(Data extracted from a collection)
____________________
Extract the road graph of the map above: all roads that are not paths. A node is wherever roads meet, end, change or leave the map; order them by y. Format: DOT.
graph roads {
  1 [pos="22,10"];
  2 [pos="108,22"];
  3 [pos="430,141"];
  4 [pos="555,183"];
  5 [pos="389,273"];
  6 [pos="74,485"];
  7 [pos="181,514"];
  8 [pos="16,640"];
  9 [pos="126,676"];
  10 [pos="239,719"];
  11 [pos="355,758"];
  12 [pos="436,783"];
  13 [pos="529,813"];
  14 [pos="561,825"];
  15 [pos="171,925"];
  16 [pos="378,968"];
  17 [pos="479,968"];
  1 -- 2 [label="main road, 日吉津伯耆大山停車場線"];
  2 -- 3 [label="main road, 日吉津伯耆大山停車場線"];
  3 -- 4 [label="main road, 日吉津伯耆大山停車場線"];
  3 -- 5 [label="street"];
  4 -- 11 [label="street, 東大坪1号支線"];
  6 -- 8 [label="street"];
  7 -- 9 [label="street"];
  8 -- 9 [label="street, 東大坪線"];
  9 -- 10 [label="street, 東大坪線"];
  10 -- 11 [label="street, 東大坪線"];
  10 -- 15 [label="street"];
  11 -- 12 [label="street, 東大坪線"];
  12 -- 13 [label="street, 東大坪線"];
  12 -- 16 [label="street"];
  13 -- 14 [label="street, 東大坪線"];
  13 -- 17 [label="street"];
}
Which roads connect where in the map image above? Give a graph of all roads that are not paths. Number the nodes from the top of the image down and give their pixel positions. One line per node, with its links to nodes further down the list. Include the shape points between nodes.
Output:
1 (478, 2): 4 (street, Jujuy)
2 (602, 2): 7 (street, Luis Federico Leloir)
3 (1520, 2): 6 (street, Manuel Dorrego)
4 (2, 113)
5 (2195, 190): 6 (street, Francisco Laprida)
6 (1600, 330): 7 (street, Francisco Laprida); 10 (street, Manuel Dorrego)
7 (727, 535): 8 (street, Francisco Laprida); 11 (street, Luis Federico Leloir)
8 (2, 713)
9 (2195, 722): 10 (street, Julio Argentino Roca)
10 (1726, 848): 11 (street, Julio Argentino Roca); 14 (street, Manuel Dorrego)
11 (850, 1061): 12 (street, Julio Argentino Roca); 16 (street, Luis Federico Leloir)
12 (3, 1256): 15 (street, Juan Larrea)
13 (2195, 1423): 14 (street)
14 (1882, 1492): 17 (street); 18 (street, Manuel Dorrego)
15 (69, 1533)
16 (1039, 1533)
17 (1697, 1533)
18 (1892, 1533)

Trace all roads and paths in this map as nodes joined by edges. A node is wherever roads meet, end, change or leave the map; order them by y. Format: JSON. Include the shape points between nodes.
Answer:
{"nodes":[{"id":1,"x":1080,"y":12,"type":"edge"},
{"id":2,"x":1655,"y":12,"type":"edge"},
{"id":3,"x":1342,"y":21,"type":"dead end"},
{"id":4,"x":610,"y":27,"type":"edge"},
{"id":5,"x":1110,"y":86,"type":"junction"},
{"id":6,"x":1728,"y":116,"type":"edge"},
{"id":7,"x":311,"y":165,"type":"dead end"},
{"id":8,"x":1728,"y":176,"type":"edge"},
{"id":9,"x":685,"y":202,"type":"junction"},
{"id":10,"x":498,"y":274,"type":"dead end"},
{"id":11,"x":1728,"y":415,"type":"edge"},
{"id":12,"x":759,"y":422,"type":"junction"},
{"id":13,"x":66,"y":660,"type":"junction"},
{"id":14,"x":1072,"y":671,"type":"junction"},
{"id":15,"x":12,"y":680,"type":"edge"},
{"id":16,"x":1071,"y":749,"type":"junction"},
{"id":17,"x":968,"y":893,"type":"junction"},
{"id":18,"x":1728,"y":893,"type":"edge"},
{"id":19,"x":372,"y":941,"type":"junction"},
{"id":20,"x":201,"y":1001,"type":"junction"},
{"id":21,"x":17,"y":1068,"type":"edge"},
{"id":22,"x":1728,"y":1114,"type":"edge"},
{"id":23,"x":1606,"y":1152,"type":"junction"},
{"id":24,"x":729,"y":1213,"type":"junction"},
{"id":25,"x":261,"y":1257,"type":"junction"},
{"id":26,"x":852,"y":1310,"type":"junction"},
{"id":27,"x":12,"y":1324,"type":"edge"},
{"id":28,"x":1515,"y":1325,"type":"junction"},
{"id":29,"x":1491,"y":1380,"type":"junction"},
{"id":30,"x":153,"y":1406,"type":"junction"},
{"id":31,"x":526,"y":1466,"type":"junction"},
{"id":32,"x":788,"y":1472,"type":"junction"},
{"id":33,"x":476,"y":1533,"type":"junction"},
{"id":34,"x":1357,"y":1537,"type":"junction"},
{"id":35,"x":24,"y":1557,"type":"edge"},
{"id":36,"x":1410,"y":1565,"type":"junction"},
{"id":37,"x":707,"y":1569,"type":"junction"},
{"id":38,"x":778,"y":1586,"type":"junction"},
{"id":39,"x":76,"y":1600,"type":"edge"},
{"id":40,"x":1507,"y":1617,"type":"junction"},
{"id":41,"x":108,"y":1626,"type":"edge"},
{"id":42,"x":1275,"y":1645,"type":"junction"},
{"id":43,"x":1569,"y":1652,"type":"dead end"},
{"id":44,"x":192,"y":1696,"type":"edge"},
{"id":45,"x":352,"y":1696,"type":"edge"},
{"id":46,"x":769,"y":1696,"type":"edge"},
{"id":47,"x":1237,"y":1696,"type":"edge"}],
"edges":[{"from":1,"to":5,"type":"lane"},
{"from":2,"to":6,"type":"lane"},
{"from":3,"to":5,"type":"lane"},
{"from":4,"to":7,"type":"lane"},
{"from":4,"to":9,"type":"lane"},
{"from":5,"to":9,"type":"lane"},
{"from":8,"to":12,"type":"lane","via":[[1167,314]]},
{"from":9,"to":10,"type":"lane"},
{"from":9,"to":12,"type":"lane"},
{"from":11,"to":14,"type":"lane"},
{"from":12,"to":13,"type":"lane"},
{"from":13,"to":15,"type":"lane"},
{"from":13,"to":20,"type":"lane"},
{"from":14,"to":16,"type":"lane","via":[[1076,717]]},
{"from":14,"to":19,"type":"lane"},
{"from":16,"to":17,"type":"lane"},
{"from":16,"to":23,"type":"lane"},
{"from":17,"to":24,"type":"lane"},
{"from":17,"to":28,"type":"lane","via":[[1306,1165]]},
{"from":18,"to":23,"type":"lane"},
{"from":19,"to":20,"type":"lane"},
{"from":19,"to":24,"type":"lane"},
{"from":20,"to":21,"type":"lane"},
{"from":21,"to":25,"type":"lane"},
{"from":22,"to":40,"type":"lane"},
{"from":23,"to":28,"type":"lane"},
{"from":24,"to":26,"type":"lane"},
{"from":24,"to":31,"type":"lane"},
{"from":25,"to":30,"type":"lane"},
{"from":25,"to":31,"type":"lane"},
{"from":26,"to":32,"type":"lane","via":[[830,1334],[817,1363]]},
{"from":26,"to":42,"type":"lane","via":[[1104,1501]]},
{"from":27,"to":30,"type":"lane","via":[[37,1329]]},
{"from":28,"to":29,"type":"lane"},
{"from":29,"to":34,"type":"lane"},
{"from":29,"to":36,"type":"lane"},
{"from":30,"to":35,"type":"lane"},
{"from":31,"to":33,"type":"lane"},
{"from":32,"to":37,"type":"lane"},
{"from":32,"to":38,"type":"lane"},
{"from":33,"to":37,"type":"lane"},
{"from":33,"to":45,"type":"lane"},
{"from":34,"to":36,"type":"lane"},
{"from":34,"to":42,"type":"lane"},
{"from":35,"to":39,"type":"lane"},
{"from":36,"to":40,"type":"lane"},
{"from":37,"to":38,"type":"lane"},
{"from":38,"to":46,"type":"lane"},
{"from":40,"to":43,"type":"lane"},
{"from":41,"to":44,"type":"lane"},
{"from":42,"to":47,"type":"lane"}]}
____________________
**Assigned task**
Going through the entries above, count the lines that have the word "東大坪線" and state that count alone.

**Expected answer**
6